EXERCISE OBJECTIVE: Could you filter the data below down to the lines that hold the word "dead"?

+++ DATA FOR REVIEW

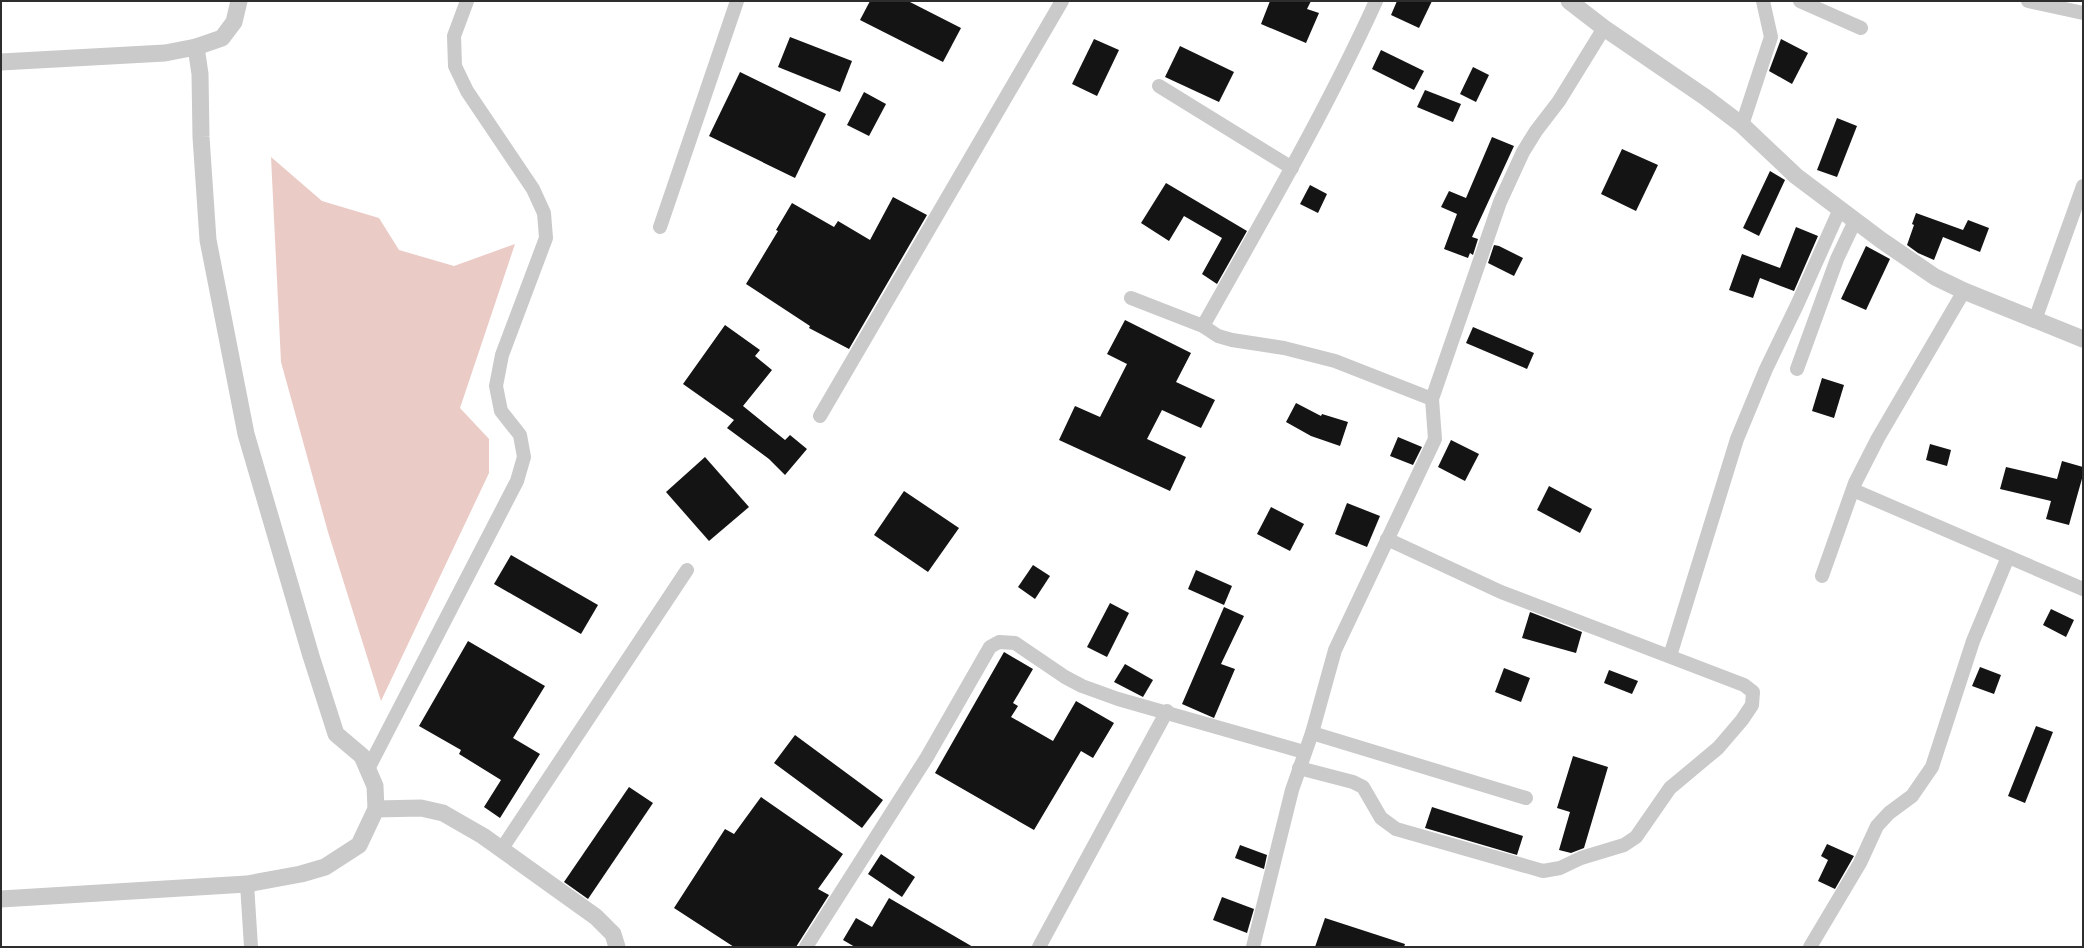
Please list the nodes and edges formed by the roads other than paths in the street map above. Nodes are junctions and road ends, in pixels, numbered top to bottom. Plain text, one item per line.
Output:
1 (239, 1) edge
2 (467, 1) edge
3 (737, 1) edge
4 (1062, 1) edge
5 (1376, 1) edge
6 (1569, 1) edge
7 (1764, 1) edge
8 (1800, 1) edge
9 (2028, 1) edge
10 (2083, 13) edge
11 (1604, 28) junction
12 (1861, 28) dead end
13 (196, 48) junction
14 (1, 62) edge
15 (1159, 86) dead end
16 (1742, 125) junction
17 (1292, 168) junction
18 (2083, 186) edge
19 (1840, 209) junction
20 (1855, 221) junction
21 (660, 227) dead end
22 (1964, 291) junction
23 (1130, 298) dead end
24 (2035, 320) junction
25 (1203, 326) junction
26 (2083, 339) edge
27 (1797, 370) dead end
28 (1432, 399) junction
29 (820, 416) dead end
30 (1852, 490) junction
31 (1387, 539) junction
32 (2008, 557) junction
33 (687, 570) dead end
34 (1822, 576) dead end
35 (2083, 589) edge
36 (1670, 656) junction
37 (1167, 711) junction
38 (1312, 733) junction
39 (1304, 752) junction
40 (1299, 768) junction
41 (368, 769) junction
42 (1526, 798) dead end
43 (376, 809) junction
44 (501, 850) junction
45 (247, 884) junction
46 (1, 899) edge
47 (251, 947) edge
48 (617, 947) edge
49 (806, 947) edge
50 (1039, 947) edge
51 (1252, 947) edge
52 (1810, 947) edge

1 - 13 street
2 - 41 street
3 - 21 street
4 - 29 street
5 - 17 street
6 - 11 street
7 - 16 street
8 - 12 street
9 - 10 street
11 - 16 street
11 - 28 street
13 - 14 street
13 - 41 street
15 - 17 street
16 - 19 street
17 - 25 street
18 - 24 street
19 - 20 street
19 - 36 street
20 - 22 street
20 - 27 street
22 - 24 street
22 - 30 street
23 - 25 street
24 - 26 street
25 - 28 street
28 - 31 street
30 - 32 street
30 - 34 street
31 - 36 street
31 - 38 street
32 - 35 street
32 - 52 street
33 - 44 street
36 - 40 street
37 - 39 street
37 - 49 street
37 - 50 street
38 - 39 street
38 - 42 street
39 - 40 street
40 - 51 street
41 - 43 street
43 - 44 street
43 - 45 street
44 - 48 street
45 - 46 street
45 - 47 street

++++++

TASK OUTPUT:
12 (1861, 28) dead end
15 (1159, 86) dead end
21 (660, 227) dead end
23 (1130, 298) dead end
27 (1797, 370) dead end
29 (820, 416) dead end
33 (687, 570) dead end
34 (1822, 576) dead end
42 (1526, 798) dead end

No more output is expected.